Christopher Makepeace (born April 22, 1964) is a Canadian former actor, known for his starring roles in the coming-of-age film My Bodyguard (1980) and comedy horror Vamp (1986), and supporting roles in the screwball comedy Meatballs (1979) and the dystopian sci-fi film The Last Chase (1981), during his teen and young adult years.

Life and career 
Makepeace was born in Montreal, Quebec, the son of Doreen and Harry Makepeace. His older brother, Tony Makepeace, is a Canadian photographer.
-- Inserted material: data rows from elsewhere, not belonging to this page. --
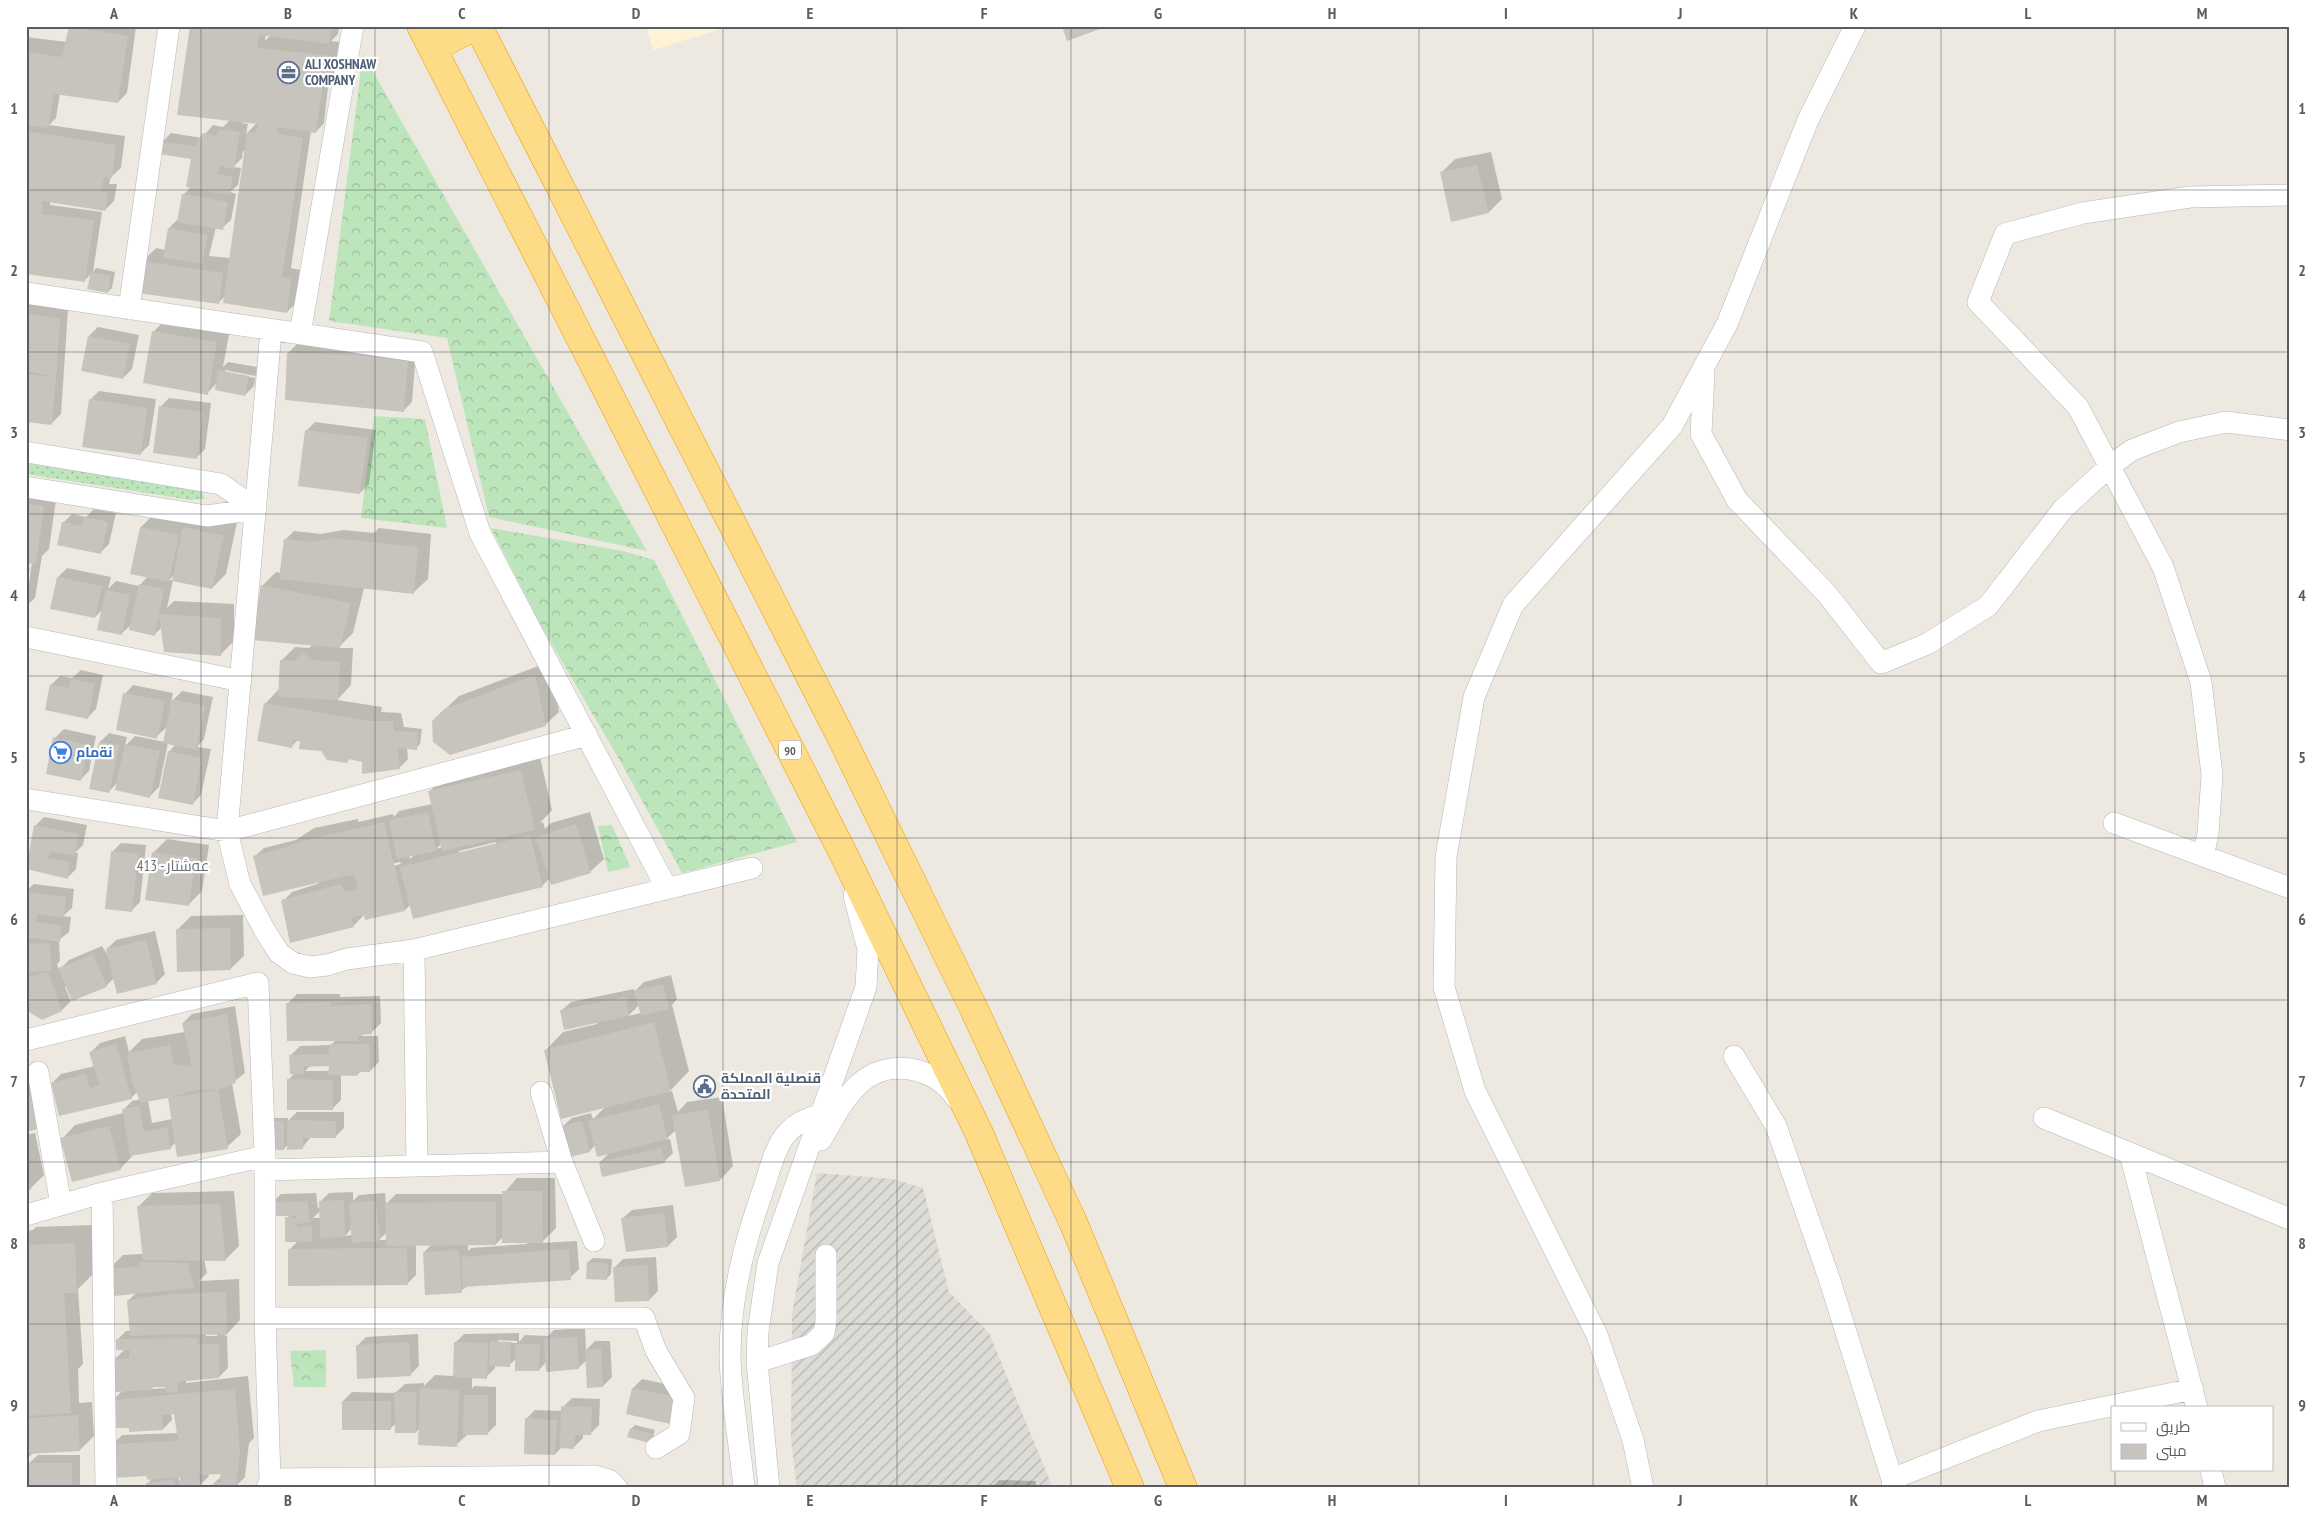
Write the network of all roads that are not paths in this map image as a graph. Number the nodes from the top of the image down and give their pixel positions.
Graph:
1 (169, 26) edge
2 (353, 26) edge
3 (476, 26) edge
4 (1855, 26) edge
5 (427, 37) edge
6 (2290, 195) edge
7 (26, 293) edge
8 (129, 309) junction
9 (271, 330) junction
10 (300, 334) junction
11 (1704, 368) junction
12 (2290, 430) edge
13 (26, 452) edge
14 (2110, 466) junction
15 (26, 488) edge
16 (256, 509) junction
17 (26, 637) edge
18 (241, 680) junction
19 (587, 735) junction
20 (26, 799) edge
21 (2114, 823) dead end
22 (227, 832) junction
23 (844, 855) junction
24 (2203, 856) junction
25 (752, 868) dead end
26 (666, 887) junction
27 (2290, 888) edge
28 (414, 950) junction
29 (26, 1040) edge
30 (1734, 1056) dead end
31 (38, 1072) dead end
32 (541, 1092) dead end
33 (821, 1115) junction
34 (2044, 1118) dead end
35 (979, 1133) junction
36 (2130, 1154) junction
37 (562, 1162) junction
38 (265, 1163) junction
39 (417, 1166) junction
40 (797, 1178) junction
41 (102, 1194) junction
42 (61, 1205) junction
43 (26, 1215) edge
44 (2290, 1219) edge
45 (594, 1241) dead end
46 (826, 1255) dead end
47 (265, 1318) junction
48 (757, 1362) junction
49 (2195, 1398) edge
50 (2140, 1406) edge
51 (2111, 1410) edge
52 (656, 1448) dead end
53 (2211, 1472) edge
54 (268, 1483) edge
55 (1893, 1483) edge
56 (742, 1486) edge
57 (106, 1488) edge
58 (617, 1488) edge
59 (769, 1488) edge
60 (1130, 1488) edge
61 (1183, 1488) edge
62 (1643, 1488) edge
63 (2214, 1488) edge

1 - 8 street
2 - 10 street
3 - 5 highway
3 - 61 highway
4 - 11 street
5 - 23 highway, 90
6 - 14 street
7 - 8 street
8 - 9 street
9 - 10 street
9 - 16 street
10 - 19 street
11 - 14 street
11 - 62 street
12 - 14 street
13 - 16 street
14 - 24 street
15 - 16 street
16 - 18 street
17 - 18 street
18 - 22 street
19 - 22 street
19 - 26 street
20 - 22 street
21 - 24 street
22 - 28 street
23 - 33 street
23 - 35 highway, 90
24 - 27 street
25 - 26 street
26 - 28 street
28 - 39 street
29 - 38 street
30 - 55 street
31 - 42 street
32 - 37 street
33 - 40 street
33 - 56 street
34 - 36 street
35 - 40 street
35 - 60 highway, 90
36 - 44 street
36 - 49 street
37 - 39 street
37 - 45 street
38 - 39 street
38 - 41 street
38 - 47 street
40 - 48 street
41 - 42 street
41 - 57 street
42 - 43 street
46 - 48 street
47 - 52 street
47 - 54 street
48 - 59 street
49 - 50 street
51 - 55 street
53 - 63 street
54 - 58 street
He began his acting career in a 1974 Canadian television special, The Ottawa Valley. His next role was in a 1979 Canadian comedy, Meatballs, in which he starred opposite Bill Murray, portrayed  as a shy, loner teen attendee of a summer camp, who has trouble fitting in. The movie was a hit, grossing more than $43 million at the box office, and Makepeace received good notices for his work in the film. He was then cast in the lead role in the Fox film, My Bodyguard, released in July 1980 to positive reviews, earning $22.5 million domestically. In his review of the film, critic Roger Ebert said that Makepeace's performance resulted in "one of the most engaging teenage characters I've seen in the movies in a long time." Makepeace also starred opposite Lee Majors and Burgess Meredith in the 1981 film The Last Chase. Makepeace's subsequent roles included appearances in made-for-television films and a few more feature films, including Mazes and Monsters with Tom Hanks, The Falcon and the Snowman in 1985 and 1986's Vamp. 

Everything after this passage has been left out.